Vistos, además, los numerosos precedentes de los últimos años: operación Cataluña, informe PISA contra Podemos -igual que el caso Neurona o el muy imaginativo y chiripitifláutico caso niñera-, reiteración permanente de que este es un Gobierno ilegítimo, deshumanización del adversario político… es para sentirse profundamente preocupados.

Más tarde, años después, todo puede quedar en la definitiva absolución de los imputados, pero el trabajo de demolición y escarnio está hecho: el inmenso daño personal causado. Y, también, la paralela desarticulación de gobiernos progresistas, como sucedió en el caso del Botànic en la Comunidad de Valencia. O en Portugal, con el Gobierno socialista de Antonio Costa.

No cuesta mucho darse cuenta de que hay una alianza entre la extrema derecha y cercanías con una infantería mediática sin escrúpulos y algunos jueces dispuestos a todo. 

Trumpismo

Nos encontramos inmersos en un marco, como destacaba Bernardo Bayona, en el que cada vez “resulta más difícil distinguir entre la información y las fake news o noticias falsas y falsificaciones, que son difundidas principalmente en las redes sociales con el fin deliberado de desinformar, desenfocar la atención, excitar las emociones y polarizar la sociedad”.

La derecha trumpista en sus variadas versiones no tiene límites ni freno, como vimos con Jair Bolsonaro o el propio Donald Trump en sus respectivas resistencias a aceptar el resultado de las elecciones, bordeando el golpe de estado. Creen que el poder les pertenece en exclusiva y consideran usurpadores (así consideran muchos a Pedro Sánchez) a sus adversarios cuando llegan al Gobierno. 

Como bien dice Santiago Alba Rico, se trata de tomar conciencia “del lugar irrespirable en el que vivimos desde hace tiempo: un lugar en el que derrocar a un presidente legítimo mediante bulos venenosos, acosos mediáticos, insultos bellacos y amaños judiciales es el plan de algunos partidos y el deseo, por desgracia, de muchos ciudadanos”. 

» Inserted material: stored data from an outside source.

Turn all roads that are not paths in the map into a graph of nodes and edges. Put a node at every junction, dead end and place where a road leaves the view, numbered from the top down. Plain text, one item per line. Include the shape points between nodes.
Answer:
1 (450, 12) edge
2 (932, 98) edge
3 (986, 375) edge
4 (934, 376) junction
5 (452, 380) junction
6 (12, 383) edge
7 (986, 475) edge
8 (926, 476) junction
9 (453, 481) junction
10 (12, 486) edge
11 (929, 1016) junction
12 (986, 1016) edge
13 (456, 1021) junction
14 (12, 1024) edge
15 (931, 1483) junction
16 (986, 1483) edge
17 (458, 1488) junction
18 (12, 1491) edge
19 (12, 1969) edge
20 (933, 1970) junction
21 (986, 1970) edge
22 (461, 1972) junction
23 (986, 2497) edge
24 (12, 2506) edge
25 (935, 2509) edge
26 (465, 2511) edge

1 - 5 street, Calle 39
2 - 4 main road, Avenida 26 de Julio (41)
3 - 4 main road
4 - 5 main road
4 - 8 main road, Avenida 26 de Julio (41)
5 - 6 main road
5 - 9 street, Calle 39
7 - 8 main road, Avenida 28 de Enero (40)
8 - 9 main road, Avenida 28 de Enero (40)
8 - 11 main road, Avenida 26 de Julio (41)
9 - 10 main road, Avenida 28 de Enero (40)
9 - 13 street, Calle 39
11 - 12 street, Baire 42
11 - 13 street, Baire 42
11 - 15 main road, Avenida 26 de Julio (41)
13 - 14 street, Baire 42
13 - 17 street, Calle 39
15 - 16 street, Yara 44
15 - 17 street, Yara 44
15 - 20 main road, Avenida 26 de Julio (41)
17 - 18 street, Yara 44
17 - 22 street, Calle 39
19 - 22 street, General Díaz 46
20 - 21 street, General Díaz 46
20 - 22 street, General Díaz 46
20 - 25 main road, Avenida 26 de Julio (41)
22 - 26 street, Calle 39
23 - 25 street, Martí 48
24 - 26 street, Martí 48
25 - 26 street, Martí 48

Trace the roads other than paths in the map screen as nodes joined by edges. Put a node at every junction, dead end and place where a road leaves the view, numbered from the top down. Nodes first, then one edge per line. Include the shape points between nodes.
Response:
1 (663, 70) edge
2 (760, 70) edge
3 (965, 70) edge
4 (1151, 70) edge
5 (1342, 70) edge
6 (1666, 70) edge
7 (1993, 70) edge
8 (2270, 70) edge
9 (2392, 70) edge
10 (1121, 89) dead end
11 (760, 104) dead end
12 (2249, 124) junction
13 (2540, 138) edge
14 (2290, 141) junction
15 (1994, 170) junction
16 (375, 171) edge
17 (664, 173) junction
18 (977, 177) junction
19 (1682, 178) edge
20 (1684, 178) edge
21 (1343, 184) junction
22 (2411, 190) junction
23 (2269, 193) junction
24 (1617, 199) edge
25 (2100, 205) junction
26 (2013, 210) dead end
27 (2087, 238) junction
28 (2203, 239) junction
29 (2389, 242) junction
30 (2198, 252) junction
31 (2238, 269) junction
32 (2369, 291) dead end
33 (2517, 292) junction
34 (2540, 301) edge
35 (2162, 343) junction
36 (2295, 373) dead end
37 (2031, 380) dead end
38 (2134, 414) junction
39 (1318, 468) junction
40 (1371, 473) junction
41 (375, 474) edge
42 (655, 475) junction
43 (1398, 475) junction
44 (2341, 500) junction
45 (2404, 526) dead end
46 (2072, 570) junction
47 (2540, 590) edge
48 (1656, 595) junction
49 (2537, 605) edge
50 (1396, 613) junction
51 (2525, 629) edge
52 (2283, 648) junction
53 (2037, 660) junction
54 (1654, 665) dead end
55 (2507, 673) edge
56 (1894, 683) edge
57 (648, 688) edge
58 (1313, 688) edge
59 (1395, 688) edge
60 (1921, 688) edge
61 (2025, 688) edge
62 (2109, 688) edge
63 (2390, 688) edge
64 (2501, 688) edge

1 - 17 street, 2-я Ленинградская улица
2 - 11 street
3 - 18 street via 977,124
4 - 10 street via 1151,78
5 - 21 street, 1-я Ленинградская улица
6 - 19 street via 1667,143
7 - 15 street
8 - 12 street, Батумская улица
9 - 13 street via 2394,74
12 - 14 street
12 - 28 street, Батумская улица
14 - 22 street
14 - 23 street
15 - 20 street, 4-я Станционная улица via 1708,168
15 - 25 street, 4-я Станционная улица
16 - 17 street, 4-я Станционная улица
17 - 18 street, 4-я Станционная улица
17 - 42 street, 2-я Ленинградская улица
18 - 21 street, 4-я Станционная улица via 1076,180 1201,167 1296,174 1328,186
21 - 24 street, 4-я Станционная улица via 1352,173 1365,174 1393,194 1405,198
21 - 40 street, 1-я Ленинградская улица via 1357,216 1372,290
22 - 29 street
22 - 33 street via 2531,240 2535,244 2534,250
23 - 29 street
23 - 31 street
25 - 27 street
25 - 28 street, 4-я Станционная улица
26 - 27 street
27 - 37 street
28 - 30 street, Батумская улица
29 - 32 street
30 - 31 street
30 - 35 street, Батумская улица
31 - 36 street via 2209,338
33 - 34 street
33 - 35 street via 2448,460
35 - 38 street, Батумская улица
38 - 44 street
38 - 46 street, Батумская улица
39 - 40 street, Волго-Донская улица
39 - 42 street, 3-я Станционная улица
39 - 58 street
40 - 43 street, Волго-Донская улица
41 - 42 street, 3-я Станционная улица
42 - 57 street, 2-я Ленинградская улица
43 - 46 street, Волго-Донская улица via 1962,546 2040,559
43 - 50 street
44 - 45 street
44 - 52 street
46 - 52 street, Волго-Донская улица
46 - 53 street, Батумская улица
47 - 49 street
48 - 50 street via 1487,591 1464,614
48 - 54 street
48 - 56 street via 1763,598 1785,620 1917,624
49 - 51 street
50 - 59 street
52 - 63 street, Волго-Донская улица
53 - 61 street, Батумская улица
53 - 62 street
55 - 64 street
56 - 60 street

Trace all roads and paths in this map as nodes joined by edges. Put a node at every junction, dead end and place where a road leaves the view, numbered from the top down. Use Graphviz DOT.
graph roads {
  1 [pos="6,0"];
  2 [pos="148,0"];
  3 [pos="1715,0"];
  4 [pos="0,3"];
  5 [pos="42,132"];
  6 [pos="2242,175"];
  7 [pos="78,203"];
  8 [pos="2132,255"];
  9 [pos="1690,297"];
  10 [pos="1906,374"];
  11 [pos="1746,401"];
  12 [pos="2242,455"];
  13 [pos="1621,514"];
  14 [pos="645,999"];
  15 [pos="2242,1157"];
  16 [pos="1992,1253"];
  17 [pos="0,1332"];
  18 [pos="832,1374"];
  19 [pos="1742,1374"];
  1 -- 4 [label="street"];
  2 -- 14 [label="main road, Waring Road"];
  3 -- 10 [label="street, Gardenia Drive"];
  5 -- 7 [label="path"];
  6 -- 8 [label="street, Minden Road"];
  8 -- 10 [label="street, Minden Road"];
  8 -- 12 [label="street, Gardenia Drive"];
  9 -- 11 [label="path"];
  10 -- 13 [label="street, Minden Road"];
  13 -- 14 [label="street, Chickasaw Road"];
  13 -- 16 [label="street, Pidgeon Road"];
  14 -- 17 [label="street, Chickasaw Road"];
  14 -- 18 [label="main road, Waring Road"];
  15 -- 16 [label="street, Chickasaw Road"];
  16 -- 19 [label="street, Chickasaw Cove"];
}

Más allá de lo correcto o no de la decisión de Sánchez, de su mayor o menor personalismo, de su tendencia a las jugadas arriesgadas, resulta imprescindible debatir y poner en primer plano estos asuntos. Y rechazar, con la mayor firmeza democrática, una forma de hacer política basada en el odio, la difamación y el linchamiento que nos lleva indefectiblemente al abismo.

Algo se mueve en una línea muy peligrosa. Y no, no vale mirar para otro lado.